# [Required action]
How many lines below contain the word "edges"? Answer with that number alone.

# [Available data]
[Start of section]
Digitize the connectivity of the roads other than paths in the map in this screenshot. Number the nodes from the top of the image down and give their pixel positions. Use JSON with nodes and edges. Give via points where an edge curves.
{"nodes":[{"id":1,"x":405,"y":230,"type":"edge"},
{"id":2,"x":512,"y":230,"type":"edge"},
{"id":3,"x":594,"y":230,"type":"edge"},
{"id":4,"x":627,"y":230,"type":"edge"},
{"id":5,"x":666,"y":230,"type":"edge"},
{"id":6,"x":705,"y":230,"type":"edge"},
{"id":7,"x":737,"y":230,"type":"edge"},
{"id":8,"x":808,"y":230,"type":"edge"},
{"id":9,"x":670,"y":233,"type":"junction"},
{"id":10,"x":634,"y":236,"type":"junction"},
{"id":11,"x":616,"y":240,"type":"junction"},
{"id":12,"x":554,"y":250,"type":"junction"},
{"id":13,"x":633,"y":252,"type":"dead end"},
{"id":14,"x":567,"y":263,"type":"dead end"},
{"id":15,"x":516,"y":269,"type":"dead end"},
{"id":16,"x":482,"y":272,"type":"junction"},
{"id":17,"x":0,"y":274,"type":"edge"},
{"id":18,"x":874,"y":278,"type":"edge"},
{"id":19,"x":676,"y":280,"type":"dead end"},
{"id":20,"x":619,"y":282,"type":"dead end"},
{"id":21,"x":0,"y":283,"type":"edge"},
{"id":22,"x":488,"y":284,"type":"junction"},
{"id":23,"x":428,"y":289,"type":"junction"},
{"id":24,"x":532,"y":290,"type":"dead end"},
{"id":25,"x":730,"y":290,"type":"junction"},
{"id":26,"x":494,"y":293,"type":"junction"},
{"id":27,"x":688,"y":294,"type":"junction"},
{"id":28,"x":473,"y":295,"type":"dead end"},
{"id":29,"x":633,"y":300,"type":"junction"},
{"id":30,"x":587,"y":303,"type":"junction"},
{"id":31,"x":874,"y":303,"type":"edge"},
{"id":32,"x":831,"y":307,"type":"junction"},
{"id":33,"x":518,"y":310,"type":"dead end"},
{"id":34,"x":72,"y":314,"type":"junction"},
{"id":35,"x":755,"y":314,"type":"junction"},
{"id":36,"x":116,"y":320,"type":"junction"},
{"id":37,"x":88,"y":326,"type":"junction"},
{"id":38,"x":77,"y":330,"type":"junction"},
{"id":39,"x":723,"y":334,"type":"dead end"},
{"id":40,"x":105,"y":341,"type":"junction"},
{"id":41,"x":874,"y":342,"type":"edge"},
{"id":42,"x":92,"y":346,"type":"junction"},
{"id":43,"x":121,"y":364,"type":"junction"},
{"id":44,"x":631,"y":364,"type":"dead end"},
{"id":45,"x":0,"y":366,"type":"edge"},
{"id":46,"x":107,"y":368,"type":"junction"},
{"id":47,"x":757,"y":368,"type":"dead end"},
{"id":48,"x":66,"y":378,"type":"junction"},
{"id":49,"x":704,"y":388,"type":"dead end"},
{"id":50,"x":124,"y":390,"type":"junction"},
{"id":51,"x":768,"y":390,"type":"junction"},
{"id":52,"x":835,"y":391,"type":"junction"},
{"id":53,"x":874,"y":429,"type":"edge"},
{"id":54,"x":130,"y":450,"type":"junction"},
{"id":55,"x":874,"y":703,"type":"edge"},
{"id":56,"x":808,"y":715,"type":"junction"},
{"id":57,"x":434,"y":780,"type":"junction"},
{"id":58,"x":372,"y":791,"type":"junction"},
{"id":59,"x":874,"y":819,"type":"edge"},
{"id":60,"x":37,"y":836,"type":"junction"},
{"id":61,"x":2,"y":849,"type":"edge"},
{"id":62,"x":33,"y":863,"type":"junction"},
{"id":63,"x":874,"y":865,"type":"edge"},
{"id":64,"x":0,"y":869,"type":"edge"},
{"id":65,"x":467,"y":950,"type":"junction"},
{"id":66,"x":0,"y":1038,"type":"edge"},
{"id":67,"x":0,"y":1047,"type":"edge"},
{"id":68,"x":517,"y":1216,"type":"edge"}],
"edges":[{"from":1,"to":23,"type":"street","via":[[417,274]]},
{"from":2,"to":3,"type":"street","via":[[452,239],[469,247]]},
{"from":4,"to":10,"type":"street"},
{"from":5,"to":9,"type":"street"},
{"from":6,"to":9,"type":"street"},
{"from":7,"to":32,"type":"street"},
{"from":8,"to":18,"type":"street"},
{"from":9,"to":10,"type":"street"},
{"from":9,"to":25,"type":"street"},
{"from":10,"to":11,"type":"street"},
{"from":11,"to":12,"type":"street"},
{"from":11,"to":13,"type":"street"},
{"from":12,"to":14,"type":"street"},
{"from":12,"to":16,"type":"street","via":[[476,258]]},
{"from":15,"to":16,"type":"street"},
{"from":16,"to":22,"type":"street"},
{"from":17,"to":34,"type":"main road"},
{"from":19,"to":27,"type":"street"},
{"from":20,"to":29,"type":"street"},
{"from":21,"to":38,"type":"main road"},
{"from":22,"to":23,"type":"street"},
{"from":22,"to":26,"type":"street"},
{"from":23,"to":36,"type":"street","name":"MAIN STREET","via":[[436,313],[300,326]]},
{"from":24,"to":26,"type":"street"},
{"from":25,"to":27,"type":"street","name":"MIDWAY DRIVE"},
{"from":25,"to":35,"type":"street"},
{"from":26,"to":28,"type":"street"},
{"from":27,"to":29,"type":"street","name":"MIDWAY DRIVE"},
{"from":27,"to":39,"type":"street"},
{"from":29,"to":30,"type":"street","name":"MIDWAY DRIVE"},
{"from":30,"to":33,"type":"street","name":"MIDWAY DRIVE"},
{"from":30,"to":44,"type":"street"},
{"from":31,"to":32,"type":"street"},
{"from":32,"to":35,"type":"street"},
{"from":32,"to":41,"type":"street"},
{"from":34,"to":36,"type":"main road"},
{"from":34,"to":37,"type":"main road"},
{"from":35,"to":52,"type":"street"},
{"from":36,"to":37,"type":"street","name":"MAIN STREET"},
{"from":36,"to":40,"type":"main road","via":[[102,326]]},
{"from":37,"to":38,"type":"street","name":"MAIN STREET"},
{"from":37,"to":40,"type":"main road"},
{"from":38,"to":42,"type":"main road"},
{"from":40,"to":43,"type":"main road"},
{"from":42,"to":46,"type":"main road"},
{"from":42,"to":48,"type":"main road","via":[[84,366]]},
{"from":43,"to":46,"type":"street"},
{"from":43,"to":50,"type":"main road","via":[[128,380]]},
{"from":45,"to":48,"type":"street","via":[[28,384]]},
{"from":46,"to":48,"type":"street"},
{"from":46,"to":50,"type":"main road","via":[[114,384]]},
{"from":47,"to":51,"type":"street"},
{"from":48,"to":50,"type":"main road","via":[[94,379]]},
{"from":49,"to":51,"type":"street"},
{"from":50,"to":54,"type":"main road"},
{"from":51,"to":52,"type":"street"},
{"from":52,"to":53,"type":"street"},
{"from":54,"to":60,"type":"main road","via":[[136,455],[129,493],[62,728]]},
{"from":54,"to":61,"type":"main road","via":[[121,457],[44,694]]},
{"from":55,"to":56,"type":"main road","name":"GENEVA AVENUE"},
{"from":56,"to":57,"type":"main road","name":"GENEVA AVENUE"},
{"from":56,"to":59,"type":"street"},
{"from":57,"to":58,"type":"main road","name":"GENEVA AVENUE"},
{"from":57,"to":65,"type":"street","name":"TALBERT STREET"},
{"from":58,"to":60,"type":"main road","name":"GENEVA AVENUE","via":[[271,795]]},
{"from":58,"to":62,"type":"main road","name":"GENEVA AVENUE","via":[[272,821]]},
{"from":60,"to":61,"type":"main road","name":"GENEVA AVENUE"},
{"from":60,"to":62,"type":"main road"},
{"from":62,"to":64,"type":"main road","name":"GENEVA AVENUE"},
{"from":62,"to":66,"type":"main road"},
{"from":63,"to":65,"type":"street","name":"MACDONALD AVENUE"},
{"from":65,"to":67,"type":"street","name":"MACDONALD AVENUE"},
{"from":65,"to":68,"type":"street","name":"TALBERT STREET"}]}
[End of section]
# [Answer for the task]
2